Introduction

For my first data science project, I am presenting a scenario for an entrepreneur who wants to open a Pakistani restaurant in Dubai.

I’ve chosen Dubai first because I’ve spent a fair amount of time there, and I know how Dubai’s localities are segmented. Second, being a melting pot of 200+ nationalities, it offers world-class dining opportunities for people visiting or residing in Dubai.

Due to its world-class status as a tourism destination, Dubai is also the best contender for the Foursquare platform, an essential requirement for this project. 

Data

In our hypothetical scenario, we are looking for an optimal place wherein Dubai we can open our restaurant. For this purpose, we need to see how Dubai is segmented into different communities and neighborhoods.

To know about the communities in Dubai, I required a list of communities from a credible source. I came across the Dubai Statistics Center website, which is a government organization. Due to the OpenData policies of the Dubai government, they publish vital data on their website. I managed to found a list of communities in Dubai, along with population details circa 2019.
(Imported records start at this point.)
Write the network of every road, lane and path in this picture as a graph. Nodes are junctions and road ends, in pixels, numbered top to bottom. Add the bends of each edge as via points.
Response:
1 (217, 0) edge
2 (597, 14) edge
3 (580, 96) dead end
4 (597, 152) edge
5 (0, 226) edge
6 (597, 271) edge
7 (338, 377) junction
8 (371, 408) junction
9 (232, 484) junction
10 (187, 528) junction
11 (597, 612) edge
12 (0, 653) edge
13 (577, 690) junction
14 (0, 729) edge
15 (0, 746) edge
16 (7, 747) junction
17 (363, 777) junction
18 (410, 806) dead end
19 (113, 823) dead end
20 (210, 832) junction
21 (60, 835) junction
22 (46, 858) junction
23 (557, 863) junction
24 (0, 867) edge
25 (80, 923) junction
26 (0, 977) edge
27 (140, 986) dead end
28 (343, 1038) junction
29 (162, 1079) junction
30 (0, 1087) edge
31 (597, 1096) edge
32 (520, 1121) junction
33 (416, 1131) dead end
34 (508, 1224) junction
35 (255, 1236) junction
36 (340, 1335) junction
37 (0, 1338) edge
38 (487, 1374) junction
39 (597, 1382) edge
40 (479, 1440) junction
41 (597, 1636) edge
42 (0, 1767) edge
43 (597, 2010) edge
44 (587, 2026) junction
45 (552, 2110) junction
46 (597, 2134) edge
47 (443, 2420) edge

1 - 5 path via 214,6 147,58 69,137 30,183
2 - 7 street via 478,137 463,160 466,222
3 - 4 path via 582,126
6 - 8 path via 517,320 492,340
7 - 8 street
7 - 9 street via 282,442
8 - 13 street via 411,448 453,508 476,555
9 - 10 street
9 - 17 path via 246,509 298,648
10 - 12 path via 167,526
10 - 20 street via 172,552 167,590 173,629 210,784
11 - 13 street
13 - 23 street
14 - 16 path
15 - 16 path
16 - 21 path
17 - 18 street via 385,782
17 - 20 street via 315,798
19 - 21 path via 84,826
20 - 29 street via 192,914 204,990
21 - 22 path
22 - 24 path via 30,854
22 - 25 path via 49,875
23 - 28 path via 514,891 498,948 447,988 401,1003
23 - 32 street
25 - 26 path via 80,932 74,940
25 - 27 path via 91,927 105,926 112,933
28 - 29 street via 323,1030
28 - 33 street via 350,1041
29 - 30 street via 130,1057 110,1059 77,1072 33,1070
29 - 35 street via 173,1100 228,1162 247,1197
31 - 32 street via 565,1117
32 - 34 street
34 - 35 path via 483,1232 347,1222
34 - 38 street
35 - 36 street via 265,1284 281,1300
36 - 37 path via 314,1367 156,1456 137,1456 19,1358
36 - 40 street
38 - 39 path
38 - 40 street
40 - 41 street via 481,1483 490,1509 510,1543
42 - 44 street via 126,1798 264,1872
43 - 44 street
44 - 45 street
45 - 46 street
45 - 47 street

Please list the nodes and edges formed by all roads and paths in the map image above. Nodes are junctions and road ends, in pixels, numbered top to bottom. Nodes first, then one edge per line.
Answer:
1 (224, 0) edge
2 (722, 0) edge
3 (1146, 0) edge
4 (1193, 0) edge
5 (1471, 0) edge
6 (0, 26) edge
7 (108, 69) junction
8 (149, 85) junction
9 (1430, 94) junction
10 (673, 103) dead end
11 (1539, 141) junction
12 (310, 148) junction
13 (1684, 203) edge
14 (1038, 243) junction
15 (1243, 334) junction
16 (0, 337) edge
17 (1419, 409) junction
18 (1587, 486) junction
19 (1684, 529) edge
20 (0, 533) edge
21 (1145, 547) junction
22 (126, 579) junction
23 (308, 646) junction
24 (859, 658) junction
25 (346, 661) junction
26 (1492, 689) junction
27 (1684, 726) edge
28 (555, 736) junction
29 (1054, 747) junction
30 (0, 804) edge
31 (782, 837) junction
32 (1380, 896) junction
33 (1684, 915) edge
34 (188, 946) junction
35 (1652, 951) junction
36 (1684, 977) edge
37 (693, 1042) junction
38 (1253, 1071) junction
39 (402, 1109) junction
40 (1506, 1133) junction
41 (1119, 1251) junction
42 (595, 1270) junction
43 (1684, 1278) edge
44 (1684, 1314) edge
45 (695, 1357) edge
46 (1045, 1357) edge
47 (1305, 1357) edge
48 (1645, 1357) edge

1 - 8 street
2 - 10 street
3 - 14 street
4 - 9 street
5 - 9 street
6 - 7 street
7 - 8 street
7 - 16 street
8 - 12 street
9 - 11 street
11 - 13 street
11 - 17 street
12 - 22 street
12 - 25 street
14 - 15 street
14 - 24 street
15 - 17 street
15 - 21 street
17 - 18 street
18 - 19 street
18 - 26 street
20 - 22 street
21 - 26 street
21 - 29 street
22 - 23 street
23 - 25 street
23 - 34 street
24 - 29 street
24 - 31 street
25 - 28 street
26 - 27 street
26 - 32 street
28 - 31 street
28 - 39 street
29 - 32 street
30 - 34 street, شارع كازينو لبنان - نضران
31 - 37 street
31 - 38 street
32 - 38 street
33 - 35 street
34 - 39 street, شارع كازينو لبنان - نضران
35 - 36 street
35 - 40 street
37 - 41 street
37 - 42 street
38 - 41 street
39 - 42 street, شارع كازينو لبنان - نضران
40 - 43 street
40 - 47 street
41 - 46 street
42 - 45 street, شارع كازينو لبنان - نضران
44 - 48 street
The above data can be found here.

Another critical piece of information required was location data for each community, i.e., latitudes and longitudes. This piece of information was not available at the source, so we had to use Nominatim through Geocoder to retrieve the latitudes and longitude for each community.

Methodology

To approach this scenario, I followed the below methodology:

  1. Extract all communities along with their population from the Dubai Statistics Center
  2. Clean and purify the data based on the following set of rules.
    1. Remove all industrial locations from the list, as we only want to open a restaurant in residential or commercial localities. These locations were identified based on overall knowledge about Dubai and indicated in the data source with a suffix like Industrial, IND, etc.
    2. Opening a restaurant only in a populated area, therefore, the cleansed list was sorted by population, and then only the top 100 communities were selected for this analysis.
  3. Shortlisted community names were then verified with Nominatim using its website here. It was necessary because the primary data source’s spelling was different from the listing in OpenStreetMaps. For example, Al Quoz is spelled Al Goze in the data source, due to direct translation from an Arabic dialect.
  4. After the naming corrections, extract the coordinates for each community correctly using Nominatim through geocoder libraries.
  5. Visualize the extracted coordinates on the map using Folium to verify the information retrieved.
  6.  Access Foursquare APIs to retrieve a list of venues for each community. Perform exploratory analysis by visualizing:
    1. Number of venues per community
    2. Summize each community based on type or category of venues available
    3. List down venues for the targeted category, i.e., a Pakistani restaurant, for each community.
  7. Filter out noise from the data by excluding all venues belonging categories other than Pakistani restaurant.
  8. Perform KMean clustering to identify and segment communities into clusters where Pakistani restaurants are listed and where not.
  9. List down clusters to explore which communities are ideal for opening a business.

Findings

Based on our above approach, we found out that:

  1. Data wrangling and correction is a crucial aspect of achieving results. The key is to find the correct data source and transform it into a form that you can use to achieve your objectives.
  2. We found out that there were only eight restaurants in Foursquare categorized as Pakistani in 100 communities across Dubai (Possible causes define in below section)
  3. Because there were such low number of restaurants listed, the majority of the clusters were rendered empty (Red)

Shortcomings

Certain shortcomings were identified throughout data extracting and analysis, which impacted the results and decision making.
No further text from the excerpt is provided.